What are We Going to Build?

As previously mentioned, we will be presenting a use case to help you understand the power of Amazon Athena. We are going to create a simple service that lets you create new products and then search the products by name. To do this, you will have two endpoints: one that will create the product and another that will search the products by name and return some results.

This will be a totally serverless application using AWS and Serverless Framework, and the two endpoints will trigger different AWS Lambdas. The first Lambda will create a new object and store it as JSON in an S3 bucket. The second Lambda will create a new SQL query with the name provided in the query parameters and then query the product list using Athena.
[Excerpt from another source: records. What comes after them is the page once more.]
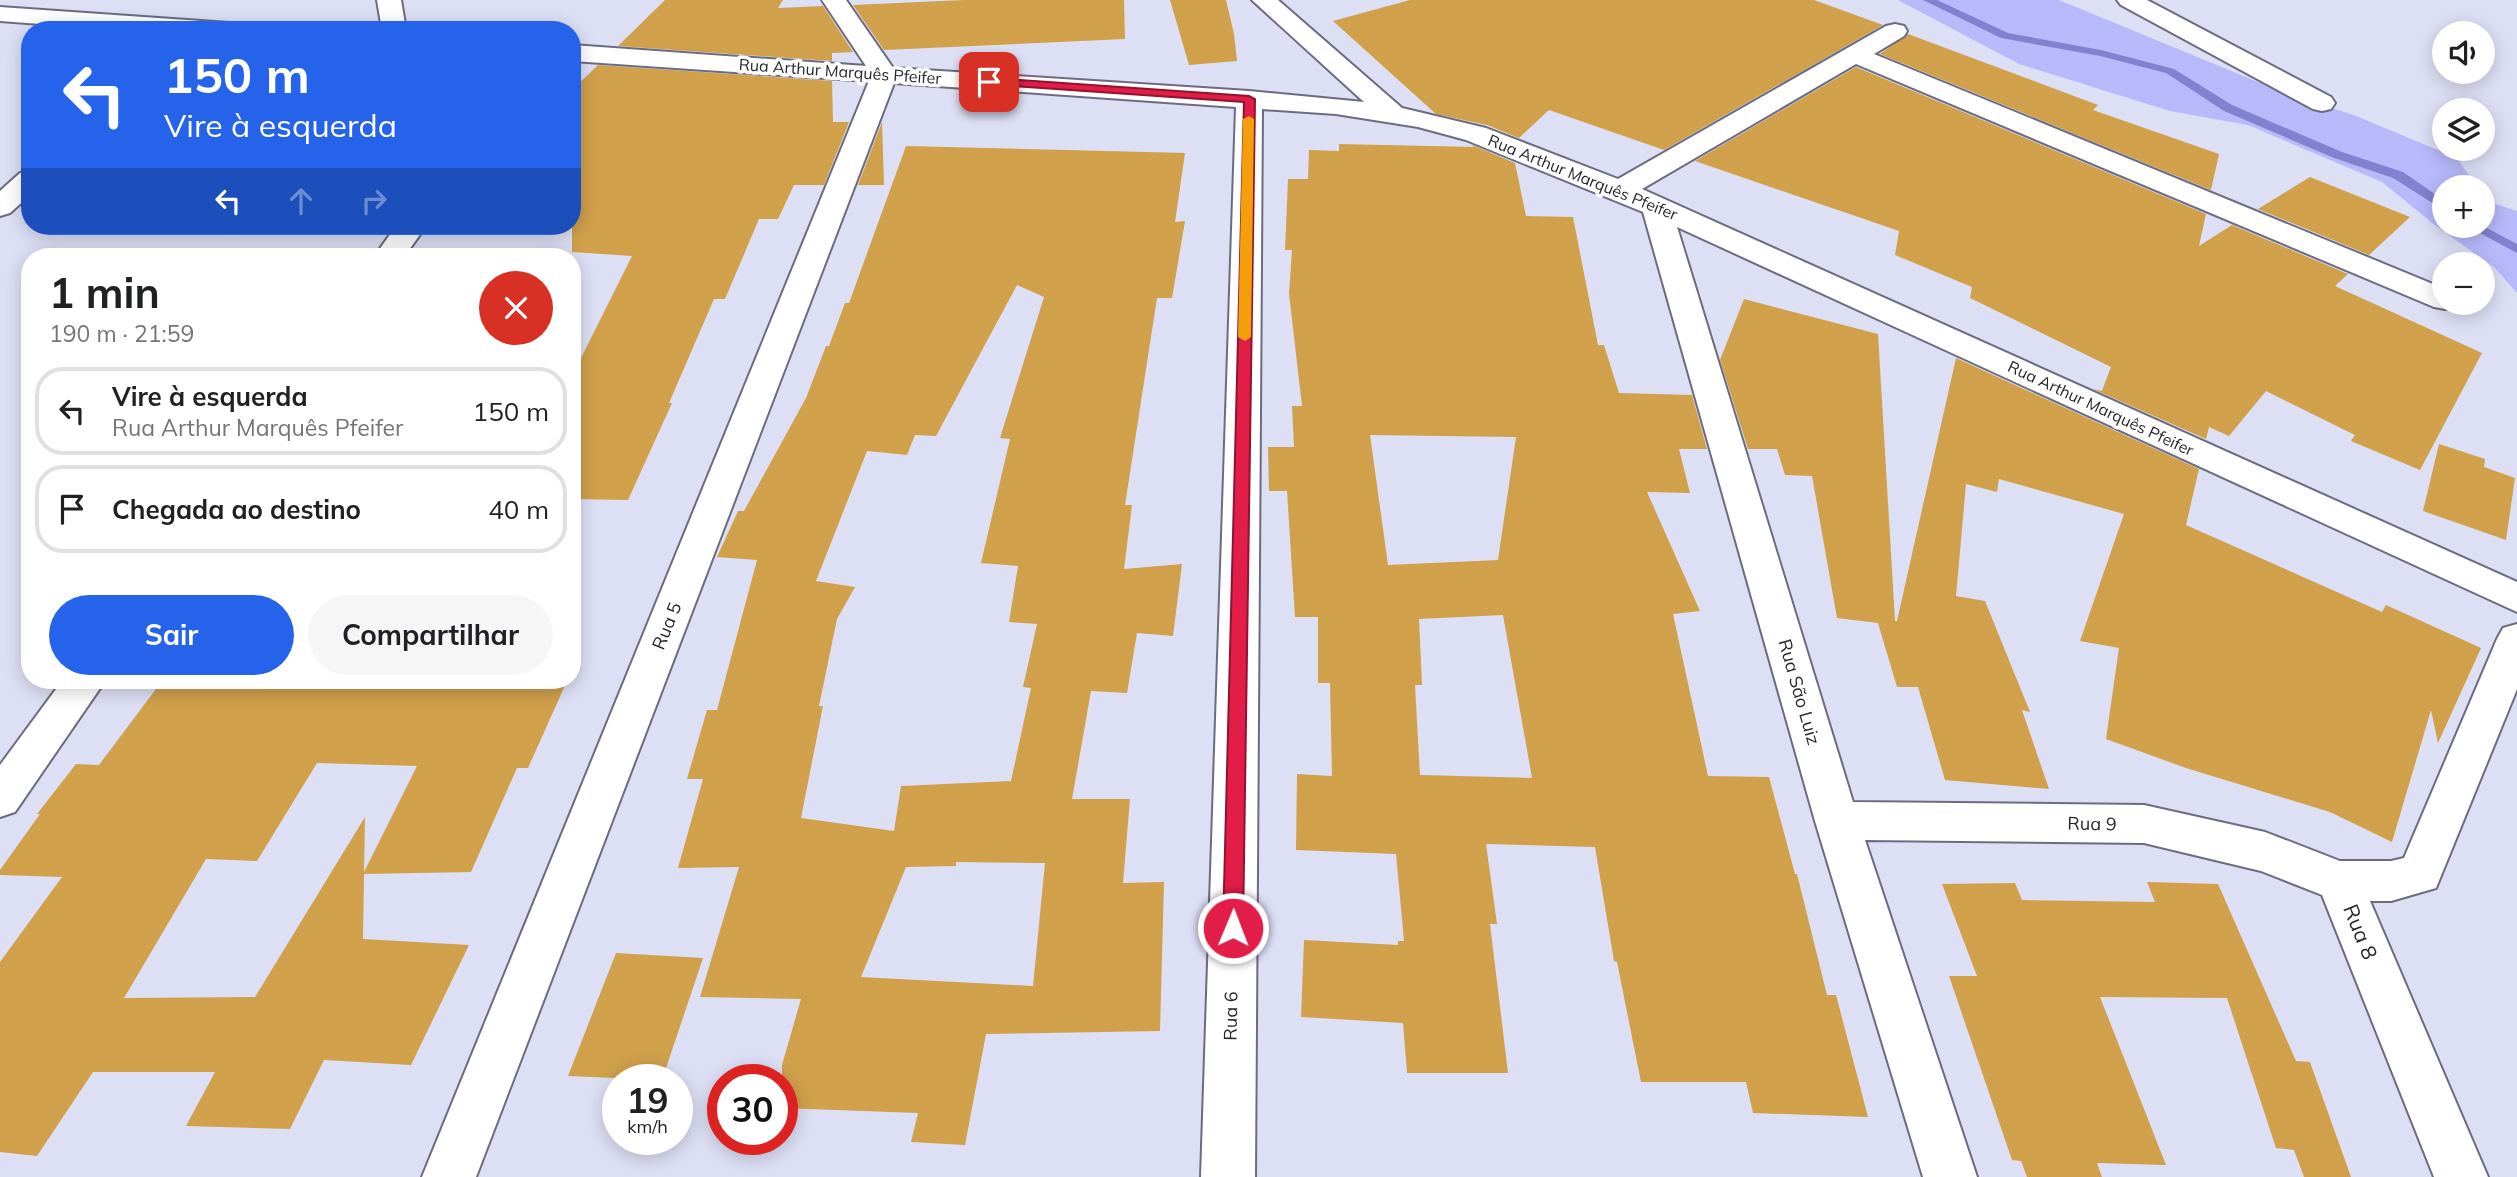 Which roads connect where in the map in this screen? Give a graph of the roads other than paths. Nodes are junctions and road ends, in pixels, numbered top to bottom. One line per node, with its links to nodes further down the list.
1 (389, 0): 7 (street)
2 (834, 0): 11 (street)
3 (1264, 0): 14 (street)
4 (2129, 0): 13 (street)
5 (0, 14): 6 (street)
6 (96, 21)
7 (392, 21)
8 (1895, 31): 10 (street)
9 (581, 54): 11 (street, Rua Arthur Marquês Pfeifer)
10 (1855, 55): 16 (street); 18 (street)
11 (885, 75): 12 (street, Rua Arthur Marquês Pfeifer); 25 (street, Rua 5)
12 (1249, 99): 14 (street, Rua Arthur Marquês Pfeifer); 26 (street, Rua 6)
13 (2322, 103)
14 (1392, 114): 16 (street, Rua Arthur Marquês Pfeifer)
15 (21, 187): 17 (street)
16 (1638, 197): 19 (street, Rua Arthur Marquês Pfeifer); 23 (street, Rua São Luiz)
17 (0, 207)
18 (2432, 294)
19 (2517, 598)
20 (2517, 639): 24 (street, Rua 8)
21 (79, 689): 22 (street)
22 (0, 799)
23 (1837, 821): 24 (street, Rua 9); 27 (street, Rua São Luiz)
24 (2339, 881): 28 (street, Rua 8)
25 (449, 1177)
26 (1228, 1177)
27 (1950, 1177)
28 (2461, 1177) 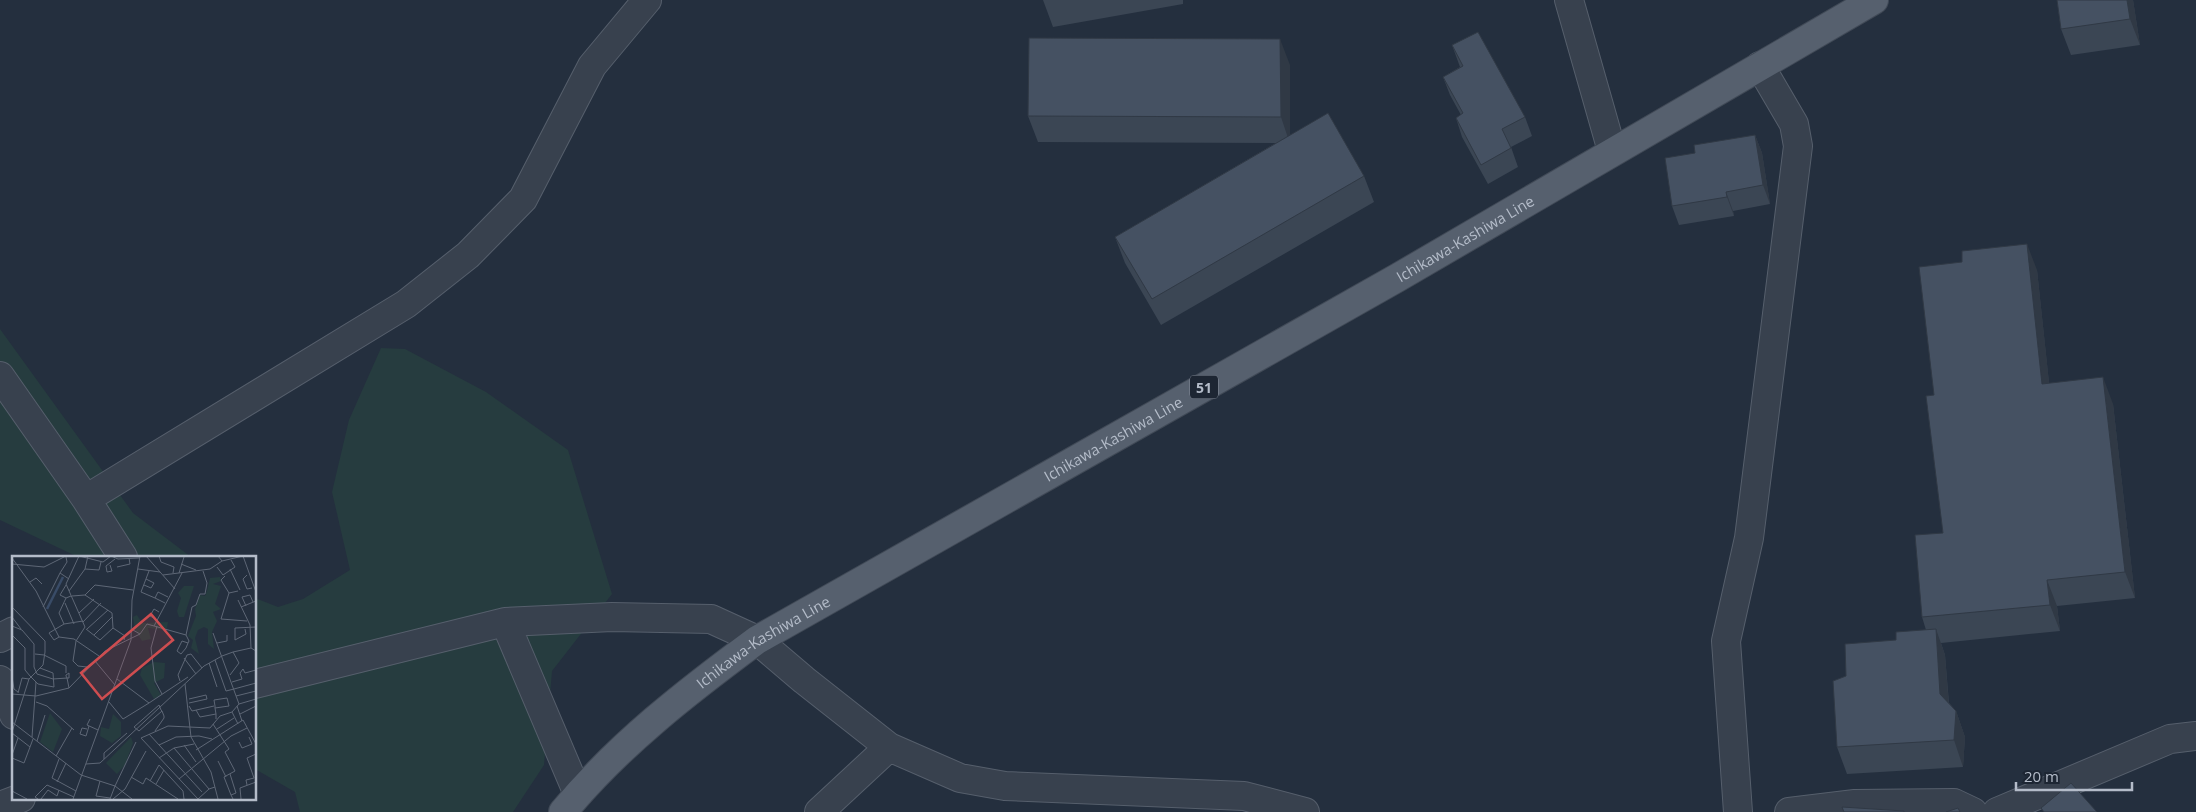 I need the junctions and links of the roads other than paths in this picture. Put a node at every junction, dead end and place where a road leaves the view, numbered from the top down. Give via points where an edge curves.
1 (647, 0) edge
2 (1569, 0) edge
3 (1874, 0) edge
4 (1760, 66) junction
5 (1612, 152) junction
6 (0, 376) edge
7 (86, 500) junction
8 (122, 556) edge
9 (505, 622) junction
10 (12, 632) edge
11 (0, 638) edge
12 (757, 640) junction
13 (0, 680) edge
14 (256, 684) edge
15 (12, 710) edge
16 (2196, 736) edge
17 (889, 747) junction
18 (16, 800) edge
19 (570, 803) edge
20 (0, 806) edge
21 (819, 812) edge
22 (1305, 812) edge
23 (1738, 812) edge
24 (1789, 812) edge
25 (1972, 812) edge
26 (1998, 812) edge

1 - 7 street via 592,66 523,199 468,255 406,304
2 - 5 street
3 - 4 main road, Ichikawa-Kashiwa Line / 51
4 - 5 main road, Ichikawa-Kashiwa Line / 51
4 - 23 street via 1794,124 1798,146 1749,538 1726,641
5 - 12 main road, Ichikawa-Kashiwa Line / 51
6 - 7 street
7 - 8 street
9 - 12 street via 711,619
9 - 14 street
9 - 19 street
10 - 11 street
12 - 17 street
12 - 19 main road, Ichikawa-Kashiwa Line / 51 via 664,712
13 - 15 street
16 - 26 street via 2170,739
17 - 21 street
17 - 22 street via 960,778 1005,786 1244,796
18 - 20 street
24 - 25 street via 1856,804 1954,803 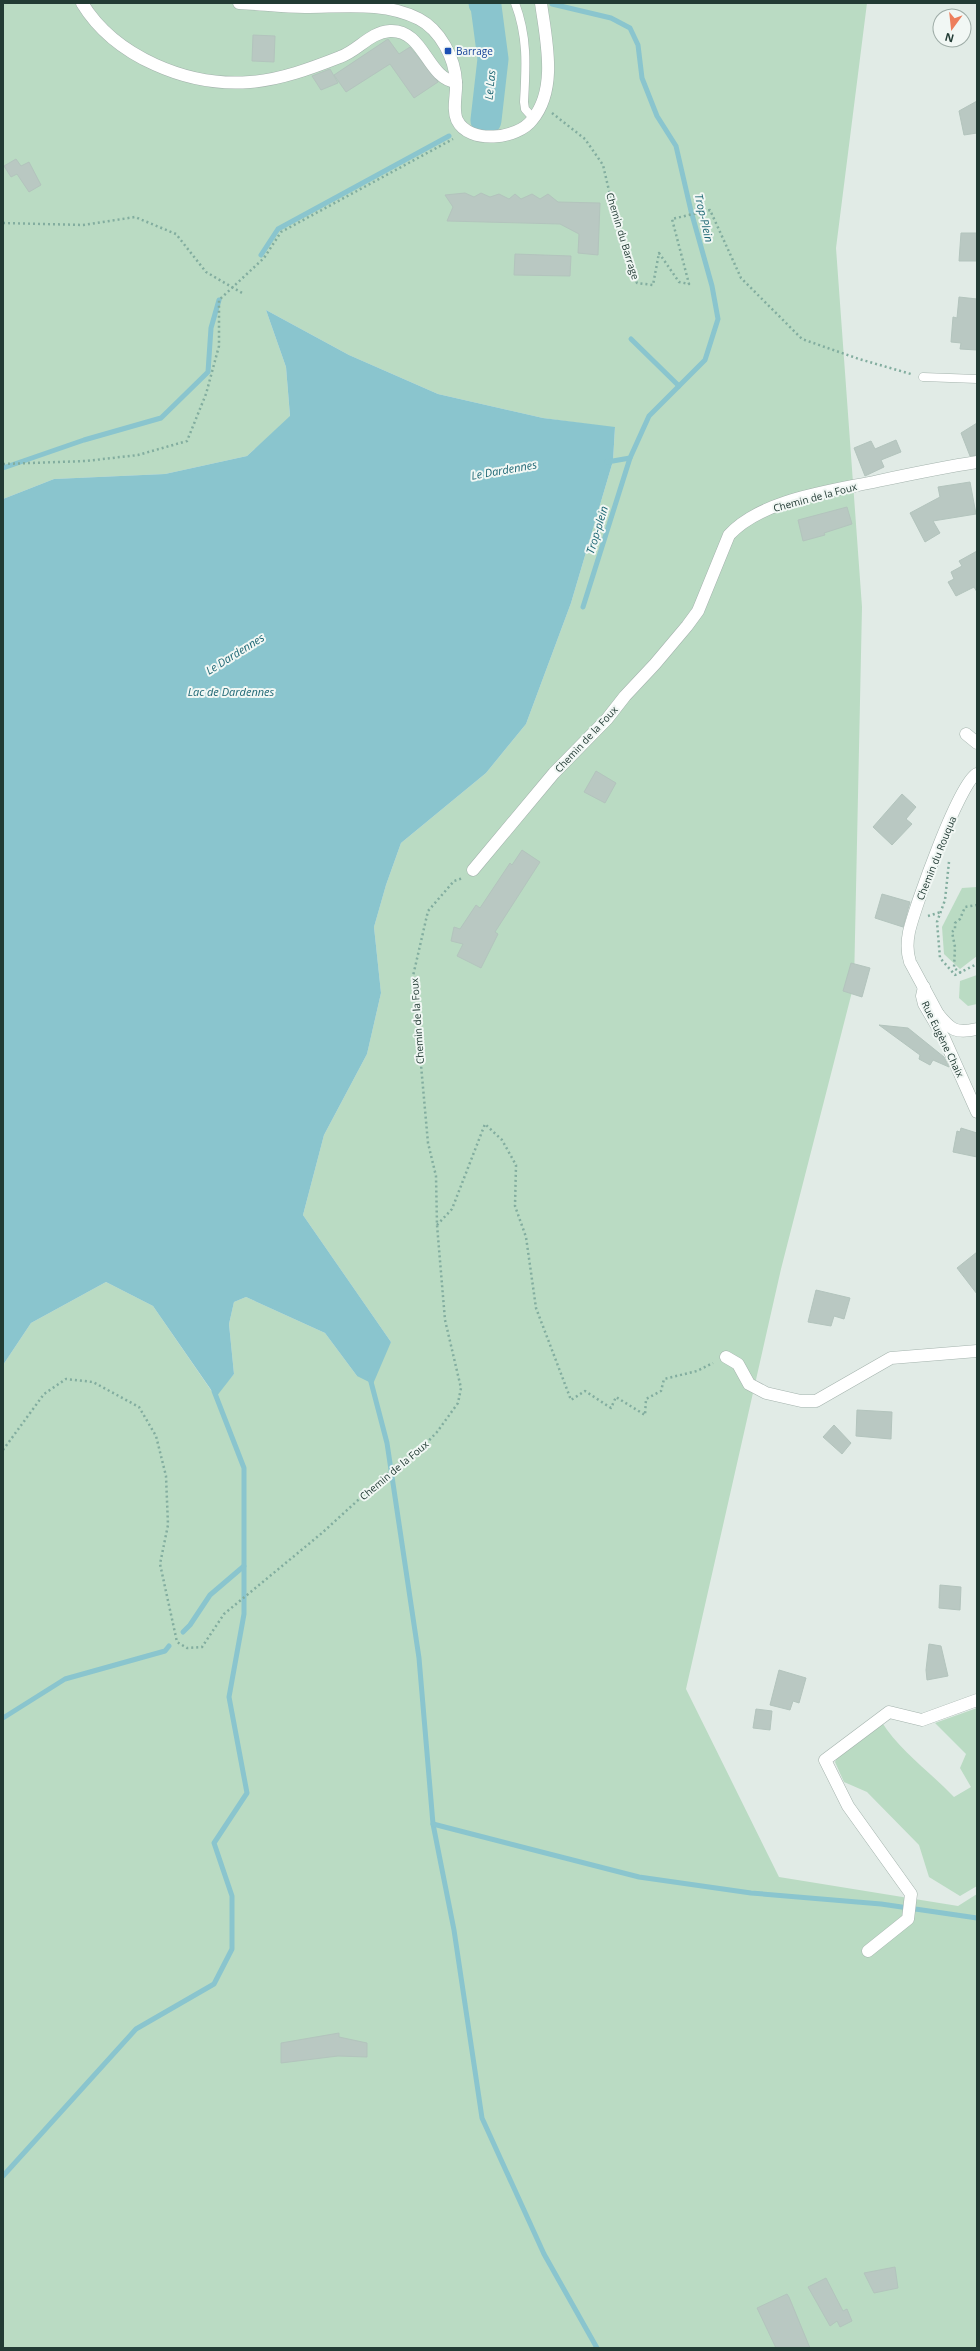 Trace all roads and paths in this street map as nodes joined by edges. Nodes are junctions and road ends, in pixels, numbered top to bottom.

Everything will be executed using infrastructure as code from our Serverless Framework project.

Saving a Product to S3

Before starting this tutorial, you need to have an AWS account and Serverless Framework installed and configured on your computer. To create a new Serverless Framework project, you  need to run the command inside an empty directory:

$ sls create --template aws-nodejs --name products-athena

This creates the boilerplate for our project, creating the serverless.yml and handler.js files.

 

We can go to the serverless.yml file and edit it like this:

service: products-athena

custom:
 BUCKET_NAME: <PICK A BUCKET NAME>

provider:
 name: aws
 runtime: nodejs8.10
 environment: ${self:custom}

 iamRoleStatements:
   - Effect: Allow
     Action:
       - "s3:PutObject"
     Resource:
       - "arn:aws:s3:::${self:custom.BUCKET_NAME}/*"
       - "arn:aws:s3:::${self:custom.BUCKET_NAME}"

functions:
 createProduct:
   handler: handler.createProduct
   events:
     - http:
         method: post
         path: product

resources:
 Resources:
   ProductS3Bucket:
     Type: AWS::S3::Bucket
     Properties:
       BucketName: ${self:custom.BUCKET_NAME}

This will create a new Lambda called createProduct that will be triggered with an HTTP event with the method POST and the path product. It will also create a new S3 bucket and give permissions to the lambda to put objects into the bucket.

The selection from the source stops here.